Adénome prostatique, kyste sur l'épididyme du testicule gauche, diverticulites à répétition, vésicule biliaire totalement hors service, douleurs abdominales très fortes, douleurs dorsales et une ossification du ligament jaune sur deux vertèbres avec une excroissance assez impressionnante en bas du dos.
Et bien, tout ça, c'est la rage immense que je porte envers l'éducation nationale et les raisons de mon refus d'obéissance.
Je n'avais rien de tout ça il y a deux ans.

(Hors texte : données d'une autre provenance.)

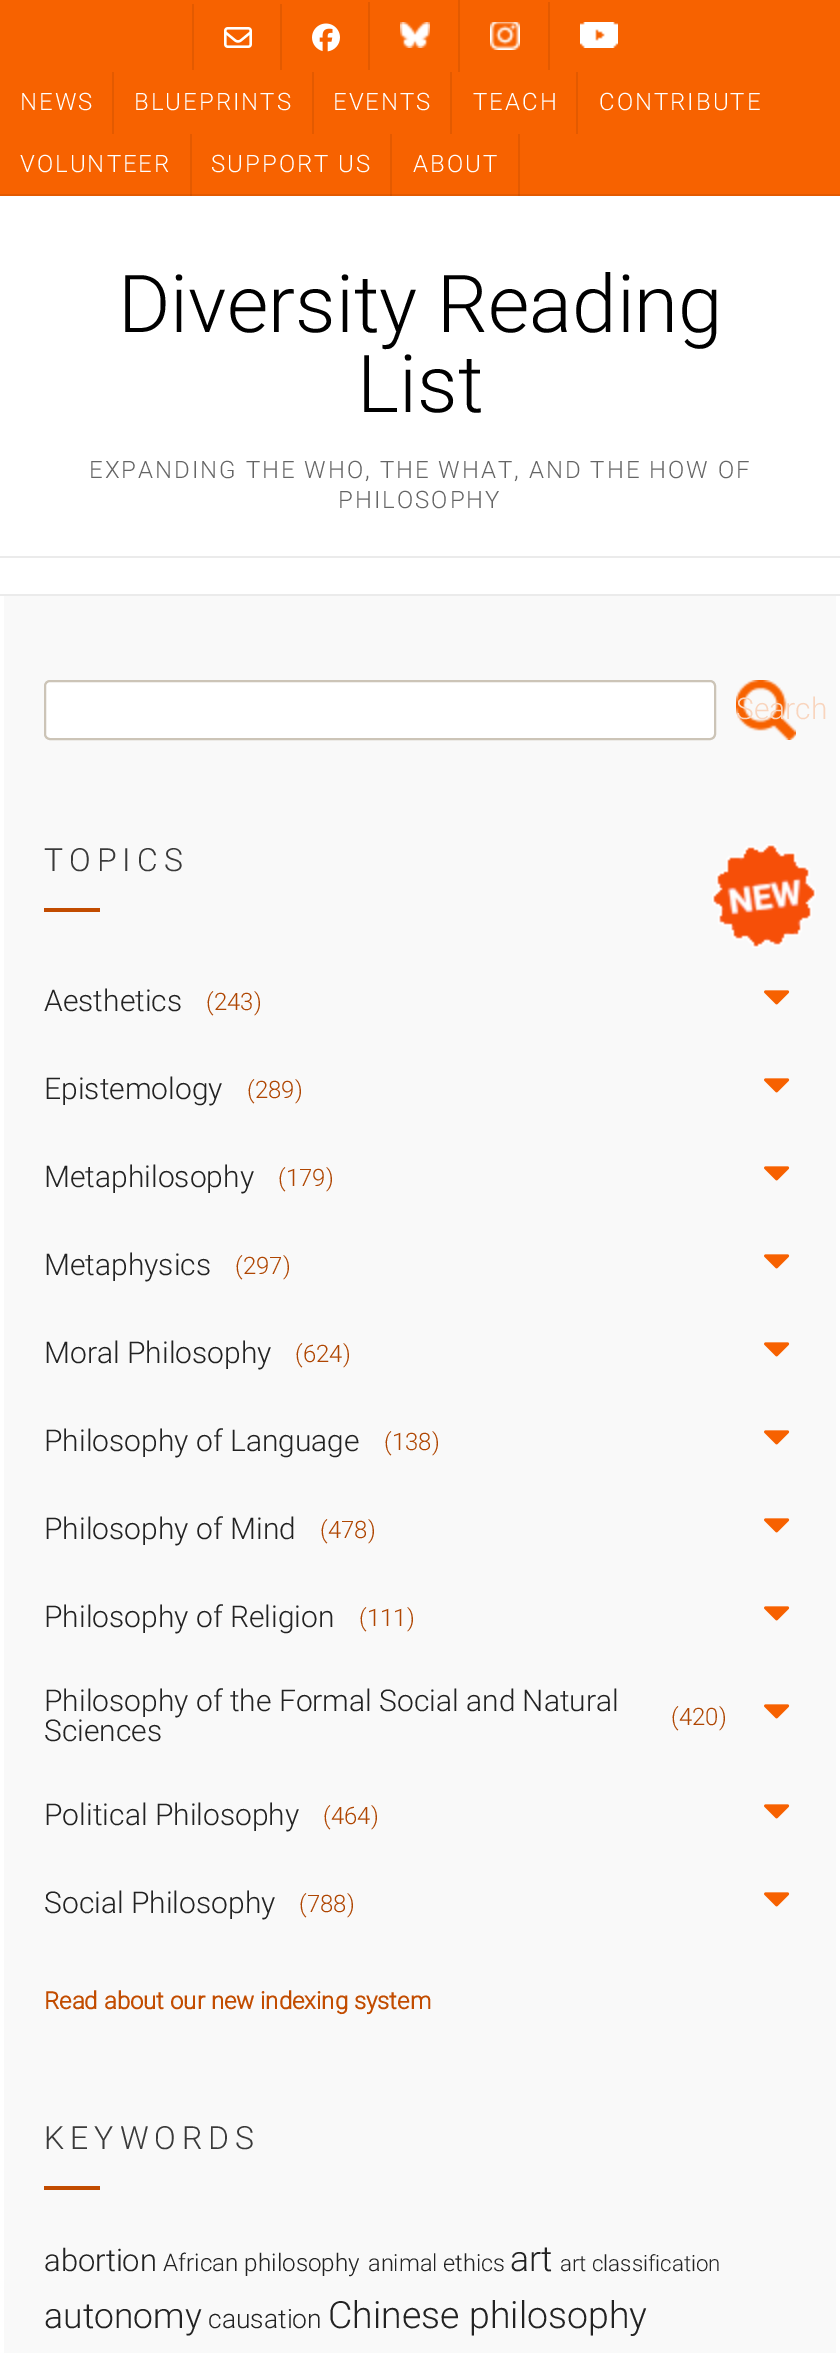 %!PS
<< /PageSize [840 2353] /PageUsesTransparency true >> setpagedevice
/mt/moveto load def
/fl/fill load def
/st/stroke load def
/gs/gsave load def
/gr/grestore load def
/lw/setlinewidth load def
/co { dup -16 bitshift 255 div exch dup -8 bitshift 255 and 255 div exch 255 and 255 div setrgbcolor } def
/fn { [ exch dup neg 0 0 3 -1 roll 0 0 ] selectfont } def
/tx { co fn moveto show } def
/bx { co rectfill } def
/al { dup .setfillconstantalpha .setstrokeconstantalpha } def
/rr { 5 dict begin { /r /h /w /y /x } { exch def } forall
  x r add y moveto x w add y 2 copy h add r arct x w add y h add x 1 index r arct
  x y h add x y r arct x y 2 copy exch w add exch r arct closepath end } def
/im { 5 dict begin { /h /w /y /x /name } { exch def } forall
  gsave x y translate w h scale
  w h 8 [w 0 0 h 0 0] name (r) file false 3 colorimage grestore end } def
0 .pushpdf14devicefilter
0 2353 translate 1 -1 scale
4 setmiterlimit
0 0 840 2353 16#FFFFFF bx
0 0 840 194 16#F76200 bx
0 194 840 2 16#E35A00 bx
192 4 2 66 16#E35A00 bx
(media/1.raw) 224 27 28 21 im
280 4 2 66 16#E35A00 bx
(media/2.raw) 312 23 28 29 im
368 2 2 68 16#E35A00 bx
(media/3.raw) 400 22 30 26 im
458 0 2 72 16#E35A00 bx
(media/4.raw) 490 22 30 28 im
548 2 2 68 16#E35A00 bx
(media/5.raw) 580 22 38 26 im
112 72 2 62 16#E35A00 bx
312 72 2 62 16#E35A00 bx
450 72 2 62 16#E35A00 bx
576 72 2 62 16#E35A00 bx
0.08 al
190 134 2 62 16#000000 bx
518 134 2 62 16#000000 bx
390 134 2 62 16#000000 bx
1 al
0 594 840 2 16#EBEBEB bx
0 556 840 2 16#EBEBEB bx
4 596 832 1757 16#F9F9F9 bx
16#FFFFFF co
45 681 670 58 5 rr gs fl gr
16#CCC4B7 co
2 lw
st
(media/6.raw) 736 680 60 60 im
(media/7.raw) 712 844 104 104 im
44 908 56 4 16#C24C00 bx
(media/8.raw) 764 990 26 15 im
(media/8.raw) 764 1078 26 15 im
(media/8.raw) 764 1166 26 15 im
(media/8.raw) 764 1254 26 15 im
(media/8.raw) 764 1342 26 15 im
(media/8.raw) 764 1430 26 15 im
(media/8.raw) 764 1518 26 15 im
(media/8.raw) 764 1606 26 15 im
(media/8.raw) 764 1704 26 15 im
(media/8.raw) 764 1804 26 15 im
(media/8.raw) 764 1892 26 15 im
44 2186 56 4 16#C24C00 bx
/Roboto-Light 24 fn
16#FFFFFF co
20 110 mt 2 0 (NEWS) ashow
134 110 mt 2 0 (BLUEPRINTS) ashow
333 110 mt 2 0 (EVENTS) ashow
473 110 mt 2 0 (TEACH) ashow
599 110 mt 2 0 (CONTRIBUTE) ashow
20 172 mt 2 0 (VOLUNTEER) ashow
211 172 mt 2 0 (SUPPORT US) ashow
413 172 mt 2 0 (ABOUT) ashow
(Diversity Reading) 118 332 /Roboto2-Light 80 16#000000 tx
(List) 357 412 /Roboto2-Light 80 16#000000 tx
/Roboto2-Light 24 fn
16#656565 co
89 478 mt 2 0 (EXPANDING THE WHO, THE WHAT, AND THE HOW OF) ashow
338 508 mt 2 0 (PHILOSOPHY) ashow
(Search) 736 719 /Roboto-Light 30 16#F9D5BE tx
/Roboto-Light 32 fn
16#3A3A3A co
44 871 mt 6 0 (TOPICS) ashow
(Aesthetics) 44 1011 /Roboto-Light 30 16#222222 tx
(\(243\)) 206 1010 /Roboto-Light 24 16#AF4602 tx
(Epistemology) 44 1099 /Roboto-Light 30 16#222222 tx
(\(289\)) 247 1098 /Roboto-Light 24 16#AF4602 tx
(Metaphilosophy) 44 1187 /Roboto-Light 30 16#222222 tx
(\(179\)) 278 1186 /Roboto-Light 24 16#AF4602 tx
(Metaphysics) 44 1275 /Roboto-Light 30 16#222222 tx
(\(297\)) 235 1274 /Roboto-Light 24 16#AF4602 tx
(Moral Philosophy) 44 1363 /Roboto-Light 30 16#222222 tx
(\(624\)) 295 1362 /Roboto-Light 24 16#AF4602 tx
(Philosophy of Language) 44 1451 /Roboto-Light 30 16#222222 tx
(\(138\)) 384 1450 /Roboto-Light 24 16#AF4602 tx
(Philosophy of Mind) 44 1539 /Roboto-Light 30 16#222222 tx
(\(478\)) 320 1538 /Roboto-Light 24 16#AF4602 tx
(Philosophy of Religion) 44 1627 /Roboto-Light 30 16#222222 tx
(\(111\)) 359 1626 /Roboto-Light 24 16#AF4602 tx
(Philosophy of the Formal Social and Natural) 44 1711 /Roboto-Light 30 16#222222 tx
(Sciences) 44 1741 /Roboto-Light 30 16#222222 tx
(\(420\)) 671 1725 /Roboto-Light 24 16#AF4602 tx
(Political Philosophy) 44 1825 /Roboto-Light 30 16#222222 tx
(\(464\)) 323 1824 /Roboto-Light 24 16#AF4602 tx
(Social Philosophy) 44 1913 /Roboto-Light 30 16#222222 tx
(\(788\)) 299 1912 /Roboto-Light 24 16#AF4602 tx
(Read about our new indexing system) 44 2009 /Roboto-Bold 24 16#C24C00 tx
/Roboto-Light 32 fn
16#3A3A3A co
44 2149 mt 6 0 (KEYWORDS) ashow
(abortion) 44 2271 /Roboto-Light 31 16#222222 tx
(African philosophy) 163 2271 /Roboto-Light 24.25 16#222222 tx
(animal ethics) 368 2271 /Roboto-Light 23.5 16#222222 tx
(art) 510 2271 /Roboto-Light 35.5 16#222222 tx
(art classification) 560 2271 /Roboto-Light 22.25 16#222222 tx
(autonomy) 44 2328 /Roboto-Light 35.5 16#222222 tx
(causation) 208 2328 /Roboto-Light 26.5 16#222222 tx
(Chinese philosophy) 328 2328 /Roboto-Light 37.5 16#222222 tx
.poppdf14devicefilter showpage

Est-ce que c'est utile que je continue comme ça ?
Non, bien évidemment.
Il n'est qu'à voir d'ailleurs le peu d'engouement des enseignants lors de la dernière grève. 30% grand maximum (étant donné que ce sont les statistiques syndicales)....10 % selon le Ministère.

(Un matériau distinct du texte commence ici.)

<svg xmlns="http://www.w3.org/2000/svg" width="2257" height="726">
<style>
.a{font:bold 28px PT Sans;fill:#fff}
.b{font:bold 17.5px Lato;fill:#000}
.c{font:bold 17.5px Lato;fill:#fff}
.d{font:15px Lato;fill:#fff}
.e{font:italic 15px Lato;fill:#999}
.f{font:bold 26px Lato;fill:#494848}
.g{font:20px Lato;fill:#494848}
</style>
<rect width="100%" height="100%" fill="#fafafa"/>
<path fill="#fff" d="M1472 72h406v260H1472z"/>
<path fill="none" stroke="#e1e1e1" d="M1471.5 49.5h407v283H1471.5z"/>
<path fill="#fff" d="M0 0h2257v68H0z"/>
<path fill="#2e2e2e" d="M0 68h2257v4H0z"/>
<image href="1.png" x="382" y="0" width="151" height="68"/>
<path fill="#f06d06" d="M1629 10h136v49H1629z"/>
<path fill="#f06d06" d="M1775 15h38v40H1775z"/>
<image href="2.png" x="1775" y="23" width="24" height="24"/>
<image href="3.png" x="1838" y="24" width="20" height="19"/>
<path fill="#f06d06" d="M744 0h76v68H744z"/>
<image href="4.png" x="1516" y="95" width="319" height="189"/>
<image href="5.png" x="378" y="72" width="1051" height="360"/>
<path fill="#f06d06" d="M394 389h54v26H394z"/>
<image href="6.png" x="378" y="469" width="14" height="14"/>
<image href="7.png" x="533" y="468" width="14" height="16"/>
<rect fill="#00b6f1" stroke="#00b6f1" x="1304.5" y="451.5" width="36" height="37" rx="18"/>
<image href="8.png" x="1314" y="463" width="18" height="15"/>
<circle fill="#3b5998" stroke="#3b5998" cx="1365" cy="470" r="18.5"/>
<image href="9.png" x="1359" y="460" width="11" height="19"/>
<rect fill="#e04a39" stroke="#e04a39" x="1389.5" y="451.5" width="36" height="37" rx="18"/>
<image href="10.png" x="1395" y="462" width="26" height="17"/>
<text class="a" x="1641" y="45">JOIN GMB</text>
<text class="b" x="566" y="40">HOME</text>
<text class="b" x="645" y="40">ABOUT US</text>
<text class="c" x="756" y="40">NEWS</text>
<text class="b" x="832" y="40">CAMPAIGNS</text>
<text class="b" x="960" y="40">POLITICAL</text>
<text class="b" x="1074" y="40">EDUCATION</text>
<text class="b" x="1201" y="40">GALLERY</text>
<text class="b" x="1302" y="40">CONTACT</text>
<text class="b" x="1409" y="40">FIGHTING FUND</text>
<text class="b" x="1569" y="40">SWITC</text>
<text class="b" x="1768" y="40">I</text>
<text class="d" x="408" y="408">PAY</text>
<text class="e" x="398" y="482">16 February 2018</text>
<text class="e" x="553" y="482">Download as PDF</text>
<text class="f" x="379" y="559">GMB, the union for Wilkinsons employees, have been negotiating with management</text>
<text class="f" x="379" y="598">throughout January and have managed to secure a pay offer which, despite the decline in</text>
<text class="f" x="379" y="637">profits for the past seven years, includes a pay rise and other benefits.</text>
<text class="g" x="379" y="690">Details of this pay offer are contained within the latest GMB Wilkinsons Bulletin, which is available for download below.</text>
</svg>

Combien d'enseignants en refus d'obéissance ?...Il y en a sûrement, tout comme il y en a qui continuent à oeuvrer humainement dans leur classe. Mais se pose dès lors l'effet de cette participation aussi opposante soit-elle sur le Ministère...Puisque ces enseignants réfractaires qui vont jusqu'au bout sont peu nombreux et que ceux qui luttent avec leurs moyens dans leur classe restent majoritaires, pour quelles raisons le Ministère reviendrait-il en arrière ?....C'est là toute la problématique posée par la notion de "collaboration contestataire..."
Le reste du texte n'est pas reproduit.